Dans l’énoncé économique de l’automne, on affirme que les secteurs durement touchés auront plus de crédit disponible, mais celui-ci est limité à 1 million de dollars par mesure d’aide. Cela me fait penser à la compagnie d’autocars Wilson’s, qui offre non seulement des services nolisés, mais aussi des services à horaires réguliers dans les communautés autochtones. Cette compagnie fait partie intégrante de notre écosystème touristique. Or, les pressions exercées par les banques commerciales menacent de la faire disparaître. Les banques exigent d’être remboursées. Un prêt limité à 1 million de dollars ne suffira pas à sauver Wilson’s.

Pour les autres composantes de nos infrastructures de transport, comme les aéroports régionaux, des prêts de 1 million de dollars seront inutiles. Nous devons nous concentrer sur ce qui est nécessaire pour sauver toutes les infrastructures de transport qui sont à risque en ce moment. Quelle est la meilleure façon de procéder? Je crois que la ministre des Finances ou le premier ministre devrait s’entretenir avec tous les PDG des grandes banques commerciales et leur rappeler qu’ils enregistrent un profit chaque trimestre.

Voici les nouvelles les plus récentes. En parcourant les manchettes de BNN Bloomberg, on voit les nouvelles sur le nouveau trimestre, fin 2020, début 2021. Les grandes banques entament la nouvelle année en enregistrant des profits. Elles se portent très bien. Les gains ajustés du quatrième trimestre sont supérieurs aux estimations moyennes des analystes. Lorsque les banques prospèrent — elles ne vont peut-être pas aussi bien qu’avant la pandémie, mais elles ne sont pas en difficulté ou sur le point de faire faillite —, elles doivent apporter leur aide.

De façon similaire, nous ne devrions pas exercer de pressions sur les Canadiens qui ont demandé la PCU de bonne foi parce qu’ils estimaient avoir gagné 5 000 $ l’année précédente. Les précisions sur l’admissibilité ont été apportées plus tard. Soyons sérieux. Apportons des corrections avec ce projet de loi afin que tous les bénéficiaires de la PCU qui ont touché un revenu brut de 5 000 $ en 2019 soient admissibles. On pourrait ainsi clarifier un malentendu et dissiper la menace qui plane au-dessus de la tête des quelque 440 000 Canadiens qui ont reçu une lettre d’information, terme qui, par ailleurs, me paraît orwellien.

Il est beaucoup question de l’important dossier des centres de soins de longue durée dans l’énoncé économique de l’automne. On y mentionne aussi ceux qui travaillent dans ces établissements.
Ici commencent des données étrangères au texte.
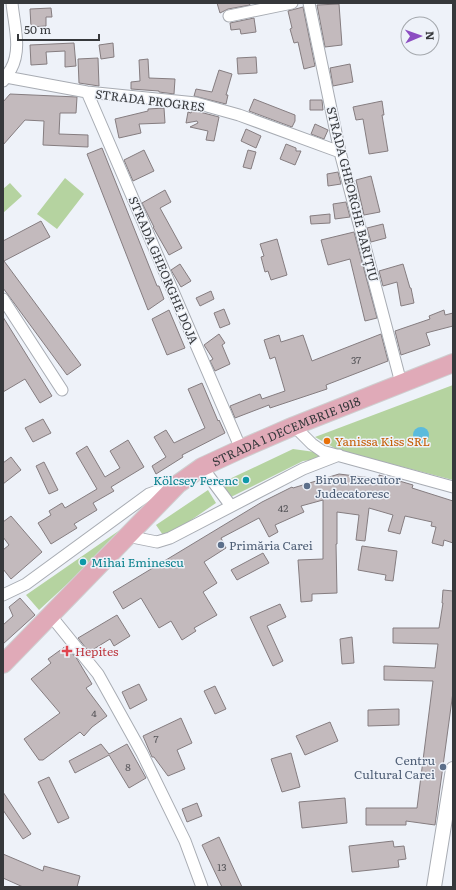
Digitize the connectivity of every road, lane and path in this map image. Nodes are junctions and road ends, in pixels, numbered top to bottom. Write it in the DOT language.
graph roads {
  1 [pos="12,3"];
  2 [pos="292,3"];
  3 [pos="309,3"];
  4 [pos="229,16"];
  5 [pos="4,79"];
  6 [pos="87,92"];
  7 [pos="340,152"];
  8 [pos="3,299"];
  9 [pos="453,363"];
  10 [pos="401,383"];
  11 [pos="62,390"];
  12 [pos="294,426"];
  13 [pos="241,449"];
  14 [pos="338,455"];
  15 [pos="202,467"];
  16 [pos="178,484"];
  17 [pos="453,487"];
  18 [pos="231,506"];
  19 [pos="127,536"];
  20 [pos="3,596"];
  21 [pos="51,616"];
  22 [pos="3,664"];
  23 [pos="453,769"];
  24 [pos="202,887"];
  25 [pos="434,887"];
  1 -- 5 [label="street"];
  2 -- 4 [label="street"];
  3 -- 7 [label="street, STRADA GHEORGHE BARIȚIU"];
  5 -- 6 [label="street, STRADA PROGRES"];
  6 -- 7 [label="street, STRADA PROGRES"];
  6 -- 13 [label="street, STRADA GHEORGHE DOJA"];
  7 -- 10 [label="street, STRADA GHEORGHE BARIȚIU"];
  8 -- 11 [label="street"];
  9 -- 10 [label="main road, STRADA 1 DECEMBRIE 1918"];
  10 -- 12 [label="main road, STRADA 1 DECEMBRIE 1918"];
  12 -- 13 [label="main road, STRADA 1 DECEMBRIE 1918"];
  12 -- 14 [label="street"];
  13 -- 15 [label="main road, STRADA 1 DECEMBRIE 1918"];
  14 -- 17 [label="street"];
  14 -- 18 [label="street"];
  15 -- 16 [label="main road, STRADA 1 DECEMBRIE 1918"];
  15 -- 18 [label="street"];
  16 -- 19 [label="main road, STRADA 1 DECEMBRIE 1918"];
  16 -- 20 [label="street"];
  18 -- 19 [label="street"];
  19 -- 21 [label="main road, STRADA 1 DECEMBRIE 1918"];
  21 -- 22 [label="main road, STRADA 1 DECEMBRIE 1918"];
  21 -- 24 [label="street"];
  23 -- 25 [label="street"];
}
L’une des situations les plus troublantes que j’ai vues dans les derniers mois était une éclosion de COVID-19 dans un refuge pour sans-abri à Ottawa. Il se trouve que les sans-abri qui vivaient dans ce refuge étaient des fournisseurs de soins de longue durée dont le revenu était si faible qu’ils n’avaient pas les moyens de se loger autrement.

Il faut en faire beaucoup plus. Il faut se rendre dans ces établissements de soins de longue durée pour faire en sorte que les aînés soient vaccinés. Il faut mettre un terme au géronticide. Il faut s’assurer de payer adéquatement les travailleurs, qu’ils se trouvent en première ligne dans les établissements de soins de longue durée ou ailleurs dans la société. Il nous faut vraiment un revenu minimum garanti afin d’assurer l’équité et la décence à chacun des Canadiens.
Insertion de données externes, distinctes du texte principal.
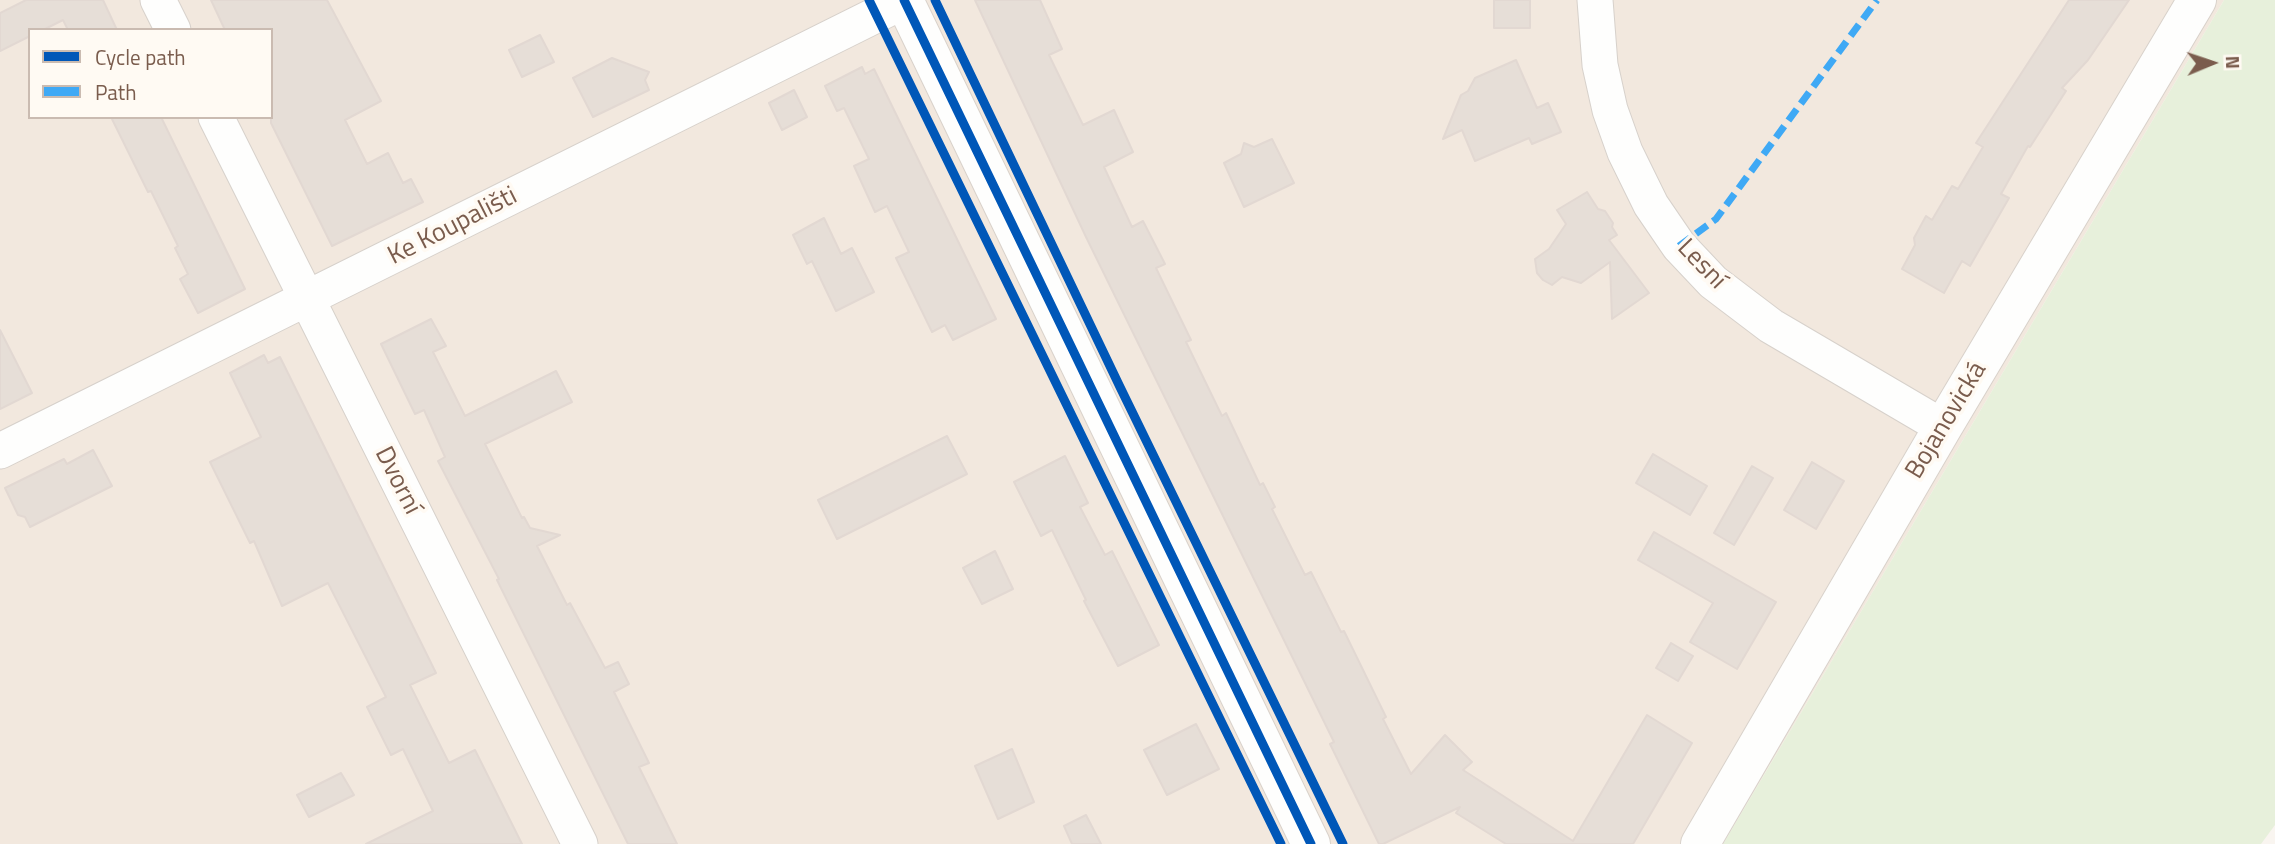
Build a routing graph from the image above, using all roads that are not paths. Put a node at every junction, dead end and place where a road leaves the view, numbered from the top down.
1 (158, 0) edge
2 (904, 0) edge
3 (1595, 0) edge
4 (2197, 0) edge
5 (172, 28) edge
6 (217, 119) edge
7 (306, 300) junction
8 (1943, 427) junction
9 (0, 451) edge
10 (580, 844) edge
11 (1311, 844) edge
12 (1700, 844) edge

1 - 5 street
2 - 7 street, Ke Koupališti
2 - 11 street
3 - 8 street, Lesní
4 - 8 street, Bojanovická
6 - 7 street, Dvorní
7 - 9 street, Ke Koupališti
7 - 10 street, Dvorní
8 - 12 street, Bojanovická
Ce n’est qu’un bref survol des défis qui nous attendent en tant que Canadiens. L’énoncé économique de l’automne nous trace une voie claire, mais il faudrait qu’elle soit plus ambitieuse. Après la pandémie, nous devrons nous assurer de réparer notre filet social pour qu’il ne tombe pas en lambeaux, mais qu’il constitue un élément de stabilité, de décence et de respect pour chacun des êtres humains de notre société, qu’il s’agisse d’un sans-abri, d’un autochtone ou d’une femme qui n’arrive pas à réintégrer le marché du travail. Nous devons rebâtir. Il nous faut une société qui réponde à nos plus grandes aspirations, comme de lutter contre l’urgence climatique pendant qu’il en est encore temps.